Records excerpted from a collection:
------------------------------------

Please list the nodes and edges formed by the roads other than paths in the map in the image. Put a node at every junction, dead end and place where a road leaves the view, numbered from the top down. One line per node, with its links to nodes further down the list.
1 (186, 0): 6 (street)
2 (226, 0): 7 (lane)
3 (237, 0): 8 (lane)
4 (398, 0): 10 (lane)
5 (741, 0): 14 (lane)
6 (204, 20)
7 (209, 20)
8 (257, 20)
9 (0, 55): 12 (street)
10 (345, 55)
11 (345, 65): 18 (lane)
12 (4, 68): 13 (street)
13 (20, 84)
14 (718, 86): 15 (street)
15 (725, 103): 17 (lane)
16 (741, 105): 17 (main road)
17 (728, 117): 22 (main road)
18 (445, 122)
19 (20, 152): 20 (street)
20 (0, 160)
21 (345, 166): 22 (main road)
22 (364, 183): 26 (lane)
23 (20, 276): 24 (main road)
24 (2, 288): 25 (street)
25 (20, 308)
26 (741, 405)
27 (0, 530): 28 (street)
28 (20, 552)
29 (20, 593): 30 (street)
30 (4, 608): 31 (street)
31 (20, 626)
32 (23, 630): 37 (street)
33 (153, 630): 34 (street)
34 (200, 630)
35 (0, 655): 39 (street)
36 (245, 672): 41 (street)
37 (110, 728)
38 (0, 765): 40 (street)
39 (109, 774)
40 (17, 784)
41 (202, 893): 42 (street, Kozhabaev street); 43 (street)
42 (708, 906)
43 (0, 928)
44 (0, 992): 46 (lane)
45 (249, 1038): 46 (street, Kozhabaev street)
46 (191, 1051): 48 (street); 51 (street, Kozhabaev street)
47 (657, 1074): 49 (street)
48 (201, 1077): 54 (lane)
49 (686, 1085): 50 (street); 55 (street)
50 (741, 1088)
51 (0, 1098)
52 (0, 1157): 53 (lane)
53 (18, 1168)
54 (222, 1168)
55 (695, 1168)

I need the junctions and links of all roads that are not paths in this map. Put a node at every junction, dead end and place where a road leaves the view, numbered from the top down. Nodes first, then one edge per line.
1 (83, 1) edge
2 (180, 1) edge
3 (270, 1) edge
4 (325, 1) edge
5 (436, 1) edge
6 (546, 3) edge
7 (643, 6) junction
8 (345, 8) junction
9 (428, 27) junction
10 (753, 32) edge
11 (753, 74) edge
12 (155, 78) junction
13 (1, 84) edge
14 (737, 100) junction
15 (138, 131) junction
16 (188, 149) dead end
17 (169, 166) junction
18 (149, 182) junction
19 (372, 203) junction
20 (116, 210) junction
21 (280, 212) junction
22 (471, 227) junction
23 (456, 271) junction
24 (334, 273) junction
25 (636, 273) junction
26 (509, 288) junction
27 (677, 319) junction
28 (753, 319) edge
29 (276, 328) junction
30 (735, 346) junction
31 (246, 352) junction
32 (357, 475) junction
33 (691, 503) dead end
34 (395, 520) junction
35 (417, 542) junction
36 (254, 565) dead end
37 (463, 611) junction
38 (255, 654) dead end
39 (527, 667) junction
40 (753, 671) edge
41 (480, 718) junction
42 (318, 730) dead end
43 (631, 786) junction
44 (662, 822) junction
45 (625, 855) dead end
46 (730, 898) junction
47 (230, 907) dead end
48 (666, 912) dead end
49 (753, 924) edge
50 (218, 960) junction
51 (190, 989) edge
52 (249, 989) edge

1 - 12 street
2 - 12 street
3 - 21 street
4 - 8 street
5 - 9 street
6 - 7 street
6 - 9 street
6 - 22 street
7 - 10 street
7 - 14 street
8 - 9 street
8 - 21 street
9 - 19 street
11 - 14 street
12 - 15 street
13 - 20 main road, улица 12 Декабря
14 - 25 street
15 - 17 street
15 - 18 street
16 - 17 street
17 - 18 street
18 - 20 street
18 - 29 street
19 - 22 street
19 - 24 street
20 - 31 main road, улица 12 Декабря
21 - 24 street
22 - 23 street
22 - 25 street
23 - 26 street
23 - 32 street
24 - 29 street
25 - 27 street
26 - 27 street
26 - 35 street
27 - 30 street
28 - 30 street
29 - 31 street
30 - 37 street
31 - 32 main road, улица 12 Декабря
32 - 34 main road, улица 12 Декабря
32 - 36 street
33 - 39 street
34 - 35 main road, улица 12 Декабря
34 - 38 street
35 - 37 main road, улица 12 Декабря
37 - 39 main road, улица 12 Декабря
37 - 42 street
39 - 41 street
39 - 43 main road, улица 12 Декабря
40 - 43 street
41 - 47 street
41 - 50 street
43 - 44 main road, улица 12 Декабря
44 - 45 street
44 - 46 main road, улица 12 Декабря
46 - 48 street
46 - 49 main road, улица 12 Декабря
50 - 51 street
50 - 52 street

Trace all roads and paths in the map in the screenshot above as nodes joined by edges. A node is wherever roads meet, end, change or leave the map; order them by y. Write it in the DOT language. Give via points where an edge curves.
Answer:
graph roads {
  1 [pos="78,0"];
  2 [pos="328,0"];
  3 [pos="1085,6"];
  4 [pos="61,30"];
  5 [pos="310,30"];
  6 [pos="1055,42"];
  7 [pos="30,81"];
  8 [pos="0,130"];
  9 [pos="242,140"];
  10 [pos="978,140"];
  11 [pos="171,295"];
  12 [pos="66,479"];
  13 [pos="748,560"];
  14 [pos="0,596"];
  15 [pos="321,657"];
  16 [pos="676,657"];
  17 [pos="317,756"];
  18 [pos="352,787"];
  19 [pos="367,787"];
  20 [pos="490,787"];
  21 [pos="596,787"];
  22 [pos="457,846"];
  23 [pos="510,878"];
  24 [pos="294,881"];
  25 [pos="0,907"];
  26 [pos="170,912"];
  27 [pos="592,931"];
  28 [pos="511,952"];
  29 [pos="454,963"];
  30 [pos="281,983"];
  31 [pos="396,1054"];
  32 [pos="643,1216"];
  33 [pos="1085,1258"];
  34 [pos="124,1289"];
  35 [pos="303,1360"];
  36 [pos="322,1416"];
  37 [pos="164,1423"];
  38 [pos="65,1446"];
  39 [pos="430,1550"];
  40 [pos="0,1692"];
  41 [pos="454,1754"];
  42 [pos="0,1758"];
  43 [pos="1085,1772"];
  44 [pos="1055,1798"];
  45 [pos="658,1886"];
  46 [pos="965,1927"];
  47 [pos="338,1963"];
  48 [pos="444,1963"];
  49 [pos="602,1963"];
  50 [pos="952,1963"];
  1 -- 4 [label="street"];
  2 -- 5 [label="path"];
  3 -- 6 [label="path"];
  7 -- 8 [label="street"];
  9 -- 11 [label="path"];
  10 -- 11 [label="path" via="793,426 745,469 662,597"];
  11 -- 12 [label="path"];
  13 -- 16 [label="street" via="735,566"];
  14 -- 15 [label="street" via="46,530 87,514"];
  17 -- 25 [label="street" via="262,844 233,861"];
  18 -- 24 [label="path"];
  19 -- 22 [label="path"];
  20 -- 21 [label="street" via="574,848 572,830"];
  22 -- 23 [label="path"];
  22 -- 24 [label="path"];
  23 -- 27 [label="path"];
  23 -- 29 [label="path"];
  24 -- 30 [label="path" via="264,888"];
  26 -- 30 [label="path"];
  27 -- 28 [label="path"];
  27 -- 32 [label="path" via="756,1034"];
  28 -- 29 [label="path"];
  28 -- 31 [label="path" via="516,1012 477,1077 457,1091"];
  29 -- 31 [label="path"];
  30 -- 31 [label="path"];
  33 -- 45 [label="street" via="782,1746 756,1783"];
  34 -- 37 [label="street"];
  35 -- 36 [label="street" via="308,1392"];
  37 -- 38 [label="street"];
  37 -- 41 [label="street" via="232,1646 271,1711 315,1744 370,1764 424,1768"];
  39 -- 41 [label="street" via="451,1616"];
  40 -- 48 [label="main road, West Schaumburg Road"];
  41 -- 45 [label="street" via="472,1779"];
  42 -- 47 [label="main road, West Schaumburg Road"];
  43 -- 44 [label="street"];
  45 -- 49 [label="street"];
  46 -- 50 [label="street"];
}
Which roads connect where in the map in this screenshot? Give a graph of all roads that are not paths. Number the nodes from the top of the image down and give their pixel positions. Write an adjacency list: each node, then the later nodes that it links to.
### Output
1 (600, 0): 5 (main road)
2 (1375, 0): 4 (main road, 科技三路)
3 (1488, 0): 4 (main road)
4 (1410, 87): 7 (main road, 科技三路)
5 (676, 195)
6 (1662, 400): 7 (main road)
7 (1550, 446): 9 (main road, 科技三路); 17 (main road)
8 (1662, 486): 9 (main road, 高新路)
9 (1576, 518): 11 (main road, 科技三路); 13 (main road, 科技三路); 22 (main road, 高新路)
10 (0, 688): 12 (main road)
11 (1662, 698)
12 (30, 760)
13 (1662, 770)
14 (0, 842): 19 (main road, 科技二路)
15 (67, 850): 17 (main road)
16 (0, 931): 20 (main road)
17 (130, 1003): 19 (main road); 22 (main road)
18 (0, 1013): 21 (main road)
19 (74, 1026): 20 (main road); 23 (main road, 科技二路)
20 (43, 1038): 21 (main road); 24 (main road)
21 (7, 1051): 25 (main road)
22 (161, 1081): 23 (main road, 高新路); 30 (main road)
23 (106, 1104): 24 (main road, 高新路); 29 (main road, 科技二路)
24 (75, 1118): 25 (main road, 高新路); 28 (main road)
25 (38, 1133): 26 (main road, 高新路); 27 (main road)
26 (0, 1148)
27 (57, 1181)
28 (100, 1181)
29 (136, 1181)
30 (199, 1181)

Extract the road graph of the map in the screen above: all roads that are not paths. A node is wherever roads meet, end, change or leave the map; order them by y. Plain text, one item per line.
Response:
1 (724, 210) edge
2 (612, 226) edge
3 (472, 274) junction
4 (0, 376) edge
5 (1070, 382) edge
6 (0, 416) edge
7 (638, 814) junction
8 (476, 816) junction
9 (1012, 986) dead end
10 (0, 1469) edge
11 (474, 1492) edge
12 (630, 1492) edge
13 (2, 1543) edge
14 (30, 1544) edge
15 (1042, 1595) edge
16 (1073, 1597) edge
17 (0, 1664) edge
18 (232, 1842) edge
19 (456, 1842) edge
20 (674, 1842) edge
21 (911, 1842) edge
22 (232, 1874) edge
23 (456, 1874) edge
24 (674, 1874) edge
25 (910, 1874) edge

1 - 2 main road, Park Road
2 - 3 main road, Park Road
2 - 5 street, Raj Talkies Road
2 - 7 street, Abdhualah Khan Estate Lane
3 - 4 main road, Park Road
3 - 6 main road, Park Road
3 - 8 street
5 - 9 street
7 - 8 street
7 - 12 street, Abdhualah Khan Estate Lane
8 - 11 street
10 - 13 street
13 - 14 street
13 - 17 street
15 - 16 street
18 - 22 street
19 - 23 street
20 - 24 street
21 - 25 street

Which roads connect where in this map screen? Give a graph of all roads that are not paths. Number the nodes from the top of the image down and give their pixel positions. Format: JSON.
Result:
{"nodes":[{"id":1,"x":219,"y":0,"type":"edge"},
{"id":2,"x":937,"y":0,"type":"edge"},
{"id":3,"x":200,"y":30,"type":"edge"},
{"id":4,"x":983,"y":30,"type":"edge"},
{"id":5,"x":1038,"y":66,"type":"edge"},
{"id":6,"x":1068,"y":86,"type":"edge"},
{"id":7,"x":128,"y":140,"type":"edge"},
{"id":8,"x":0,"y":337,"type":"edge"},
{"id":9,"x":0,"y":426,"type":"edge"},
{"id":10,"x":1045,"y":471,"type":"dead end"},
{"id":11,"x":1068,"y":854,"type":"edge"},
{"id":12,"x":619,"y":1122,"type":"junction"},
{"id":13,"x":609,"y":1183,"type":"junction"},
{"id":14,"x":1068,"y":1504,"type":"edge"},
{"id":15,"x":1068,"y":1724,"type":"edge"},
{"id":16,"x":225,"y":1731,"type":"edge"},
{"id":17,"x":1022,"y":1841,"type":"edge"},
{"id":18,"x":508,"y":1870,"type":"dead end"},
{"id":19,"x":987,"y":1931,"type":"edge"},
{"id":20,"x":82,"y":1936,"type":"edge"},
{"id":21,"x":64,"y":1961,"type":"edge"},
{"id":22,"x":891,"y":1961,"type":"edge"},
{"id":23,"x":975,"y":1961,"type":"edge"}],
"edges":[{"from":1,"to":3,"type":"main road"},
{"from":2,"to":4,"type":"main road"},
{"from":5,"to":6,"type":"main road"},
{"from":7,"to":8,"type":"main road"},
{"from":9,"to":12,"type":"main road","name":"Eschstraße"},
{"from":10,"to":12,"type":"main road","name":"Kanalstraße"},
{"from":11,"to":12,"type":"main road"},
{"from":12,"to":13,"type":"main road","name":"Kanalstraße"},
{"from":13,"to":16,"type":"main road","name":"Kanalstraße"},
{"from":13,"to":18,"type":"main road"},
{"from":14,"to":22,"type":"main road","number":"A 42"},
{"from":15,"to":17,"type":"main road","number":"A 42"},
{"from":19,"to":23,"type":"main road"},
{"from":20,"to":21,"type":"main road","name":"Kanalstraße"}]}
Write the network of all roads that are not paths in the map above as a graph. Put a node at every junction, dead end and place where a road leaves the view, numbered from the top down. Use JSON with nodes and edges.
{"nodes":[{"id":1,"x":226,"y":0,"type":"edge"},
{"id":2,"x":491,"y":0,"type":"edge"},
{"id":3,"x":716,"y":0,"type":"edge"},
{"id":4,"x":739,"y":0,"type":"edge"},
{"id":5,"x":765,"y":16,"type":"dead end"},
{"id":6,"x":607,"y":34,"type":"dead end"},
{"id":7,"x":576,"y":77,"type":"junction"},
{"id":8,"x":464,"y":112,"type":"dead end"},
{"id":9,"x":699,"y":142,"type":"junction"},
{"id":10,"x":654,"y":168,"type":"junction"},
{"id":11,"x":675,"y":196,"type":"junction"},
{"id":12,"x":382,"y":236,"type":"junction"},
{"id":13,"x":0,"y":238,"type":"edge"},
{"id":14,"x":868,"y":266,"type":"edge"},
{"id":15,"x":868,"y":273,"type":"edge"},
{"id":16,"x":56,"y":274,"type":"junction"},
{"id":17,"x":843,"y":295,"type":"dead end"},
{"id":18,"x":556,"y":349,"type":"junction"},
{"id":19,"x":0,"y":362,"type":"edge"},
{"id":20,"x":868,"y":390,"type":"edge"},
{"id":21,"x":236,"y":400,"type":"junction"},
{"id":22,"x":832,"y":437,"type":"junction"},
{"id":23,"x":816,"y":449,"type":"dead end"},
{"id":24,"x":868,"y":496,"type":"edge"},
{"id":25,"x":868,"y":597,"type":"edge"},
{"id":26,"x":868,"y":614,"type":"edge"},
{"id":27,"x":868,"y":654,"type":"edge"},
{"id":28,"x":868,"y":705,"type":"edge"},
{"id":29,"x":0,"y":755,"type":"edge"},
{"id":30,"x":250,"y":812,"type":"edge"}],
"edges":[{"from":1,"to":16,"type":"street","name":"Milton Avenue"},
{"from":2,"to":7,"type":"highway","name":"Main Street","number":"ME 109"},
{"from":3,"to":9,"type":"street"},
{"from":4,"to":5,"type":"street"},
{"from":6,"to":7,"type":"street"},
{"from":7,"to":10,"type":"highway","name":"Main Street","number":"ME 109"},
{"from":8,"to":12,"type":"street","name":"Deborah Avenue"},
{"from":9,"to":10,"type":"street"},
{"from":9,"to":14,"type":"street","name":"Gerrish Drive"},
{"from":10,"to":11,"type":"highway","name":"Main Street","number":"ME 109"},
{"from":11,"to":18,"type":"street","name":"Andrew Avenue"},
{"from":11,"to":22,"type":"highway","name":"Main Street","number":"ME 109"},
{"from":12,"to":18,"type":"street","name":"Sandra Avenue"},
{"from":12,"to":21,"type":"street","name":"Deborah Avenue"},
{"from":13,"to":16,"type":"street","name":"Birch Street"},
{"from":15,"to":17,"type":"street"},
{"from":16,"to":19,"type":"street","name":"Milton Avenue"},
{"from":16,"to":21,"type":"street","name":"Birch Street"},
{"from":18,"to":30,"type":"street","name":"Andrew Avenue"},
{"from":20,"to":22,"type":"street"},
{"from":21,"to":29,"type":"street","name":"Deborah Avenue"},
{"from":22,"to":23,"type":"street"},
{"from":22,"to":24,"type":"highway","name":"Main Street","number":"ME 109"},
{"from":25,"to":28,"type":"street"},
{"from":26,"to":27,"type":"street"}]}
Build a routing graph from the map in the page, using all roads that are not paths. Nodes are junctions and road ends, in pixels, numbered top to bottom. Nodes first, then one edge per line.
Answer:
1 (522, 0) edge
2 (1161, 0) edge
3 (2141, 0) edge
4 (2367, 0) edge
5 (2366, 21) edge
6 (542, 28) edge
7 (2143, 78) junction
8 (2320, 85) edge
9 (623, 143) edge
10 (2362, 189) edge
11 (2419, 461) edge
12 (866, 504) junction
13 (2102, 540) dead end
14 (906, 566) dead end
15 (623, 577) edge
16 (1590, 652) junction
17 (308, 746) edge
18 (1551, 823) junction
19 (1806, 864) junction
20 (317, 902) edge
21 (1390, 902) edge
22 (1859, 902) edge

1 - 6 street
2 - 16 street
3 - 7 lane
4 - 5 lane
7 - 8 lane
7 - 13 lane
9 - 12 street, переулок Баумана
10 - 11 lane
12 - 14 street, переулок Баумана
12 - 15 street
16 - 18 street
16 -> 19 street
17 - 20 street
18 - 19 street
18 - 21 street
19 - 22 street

------------------------------------

Your objective: Starting from the records above, filter out all lines except those containing the word "every".

Finished exercise:
Please list the nodes and edges formed by the roads other than paths in the map in the image. Put a node at every junction, dead end and place where a road leaves the view, numbered from the top down. One line per node, with its links to nodes further down the list.
I need the junctions and links of all roads that are not paths in this map. Put a node at every junction, dead end and place where a road leaves the view, numbered from the top down. Nodes first, then one edge per line.
Write the network of all roads that are not paths in the map above as a graph. Put a node at every junction, dead end and place where a road leaves the view, numbered from the top down. Use JSON with nodes and edges.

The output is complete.